Copy out the data below. Keep every word as it is.

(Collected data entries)
========

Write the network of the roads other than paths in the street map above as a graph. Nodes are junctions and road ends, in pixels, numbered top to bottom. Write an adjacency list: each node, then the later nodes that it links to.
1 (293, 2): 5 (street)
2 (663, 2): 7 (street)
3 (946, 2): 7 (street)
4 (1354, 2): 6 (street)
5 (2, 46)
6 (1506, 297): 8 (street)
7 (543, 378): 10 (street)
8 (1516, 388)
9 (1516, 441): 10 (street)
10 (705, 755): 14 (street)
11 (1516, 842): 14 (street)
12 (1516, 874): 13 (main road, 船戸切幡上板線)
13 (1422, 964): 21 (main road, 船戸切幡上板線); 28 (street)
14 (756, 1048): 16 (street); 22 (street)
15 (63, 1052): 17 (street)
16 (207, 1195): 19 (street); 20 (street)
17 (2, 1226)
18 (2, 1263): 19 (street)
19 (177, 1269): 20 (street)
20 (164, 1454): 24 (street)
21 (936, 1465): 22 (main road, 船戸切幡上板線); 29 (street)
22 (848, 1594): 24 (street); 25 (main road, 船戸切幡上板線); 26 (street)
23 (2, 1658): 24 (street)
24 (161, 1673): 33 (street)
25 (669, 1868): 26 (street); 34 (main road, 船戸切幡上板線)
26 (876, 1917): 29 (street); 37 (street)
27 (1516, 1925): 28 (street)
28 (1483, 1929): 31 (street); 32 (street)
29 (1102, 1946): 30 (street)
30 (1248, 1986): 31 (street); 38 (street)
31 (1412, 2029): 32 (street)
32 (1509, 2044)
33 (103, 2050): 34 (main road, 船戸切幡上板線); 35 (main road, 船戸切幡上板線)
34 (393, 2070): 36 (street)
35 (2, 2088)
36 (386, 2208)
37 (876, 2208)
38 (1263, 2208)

========

(Expected output)
Write the network of the roads other than paths in the street map above as a graph. Nodes are junctions and road ends, in pixels, numbered top to bottom. Write an adjacency list: each node, then the later nodes that it links to.
1 (293, 2): 5 (street)
2 (663, 2): 7 (street)
3 (946, 2): 7 (street)
4 (1354, 2): 6 (street)
5 (2, 46)
6 (1506, 297): 8 (street)
7 (543, 378): 10 (street)
8 (1516, 388)
9 (1516, 441): 10 (street)
10 (705, 755): 14 (street)
11 (1516, 842): 14 (street)
12 (1516, 874): 13 (main road, 船戸切幡上板線)
13 (1422, 964): 21 (main road, 船戸切幡上板線); 28 (street)
14 (756, 1048): 16 (street); 22 (street)
15 (63, 1052): 17 (street)
16 (207, 1195): 19 (street); 20 (street)
17 (2, 1226)
18 (2, 1263): 19 (street)
19 (177, 1269): 20 (street)
20 (164, 1454): 24 (street)
21 (936, 1465): 22 (main road, 船戸切幡上板線); 29 (street)
22 (848, 1594): 24 (street); 25 (main road, 船戸切幡上板線); 26 (street)
23 (2, 1658): 24 (street)
24 (161, 1673): 33 (street)
25 (669, 1868): 26 (street); 34 (main road, 船戸切幡上板線)
26 (876, 1917): 29 (street); 37 (street)
27 (1516, 1925): 28 (street)
28 (1483, 1929): 31 (street); 32 (street)
29 (1102, 1946): 30 (street)
30 (1248, 1986): 31 (street); 38 (street)
31 (1412, 2029): 32 (street)
32 (1509, 2044)
33 (103, 2050): 34 (main road, 船戸切幡上板線); 35 (main road, 船戸切幡上板線)
34 (393, 2070): 36 (street)
35 (2, 2088)
36 (386, 2208)
37 (876, 2208)
38 (1263, 2208)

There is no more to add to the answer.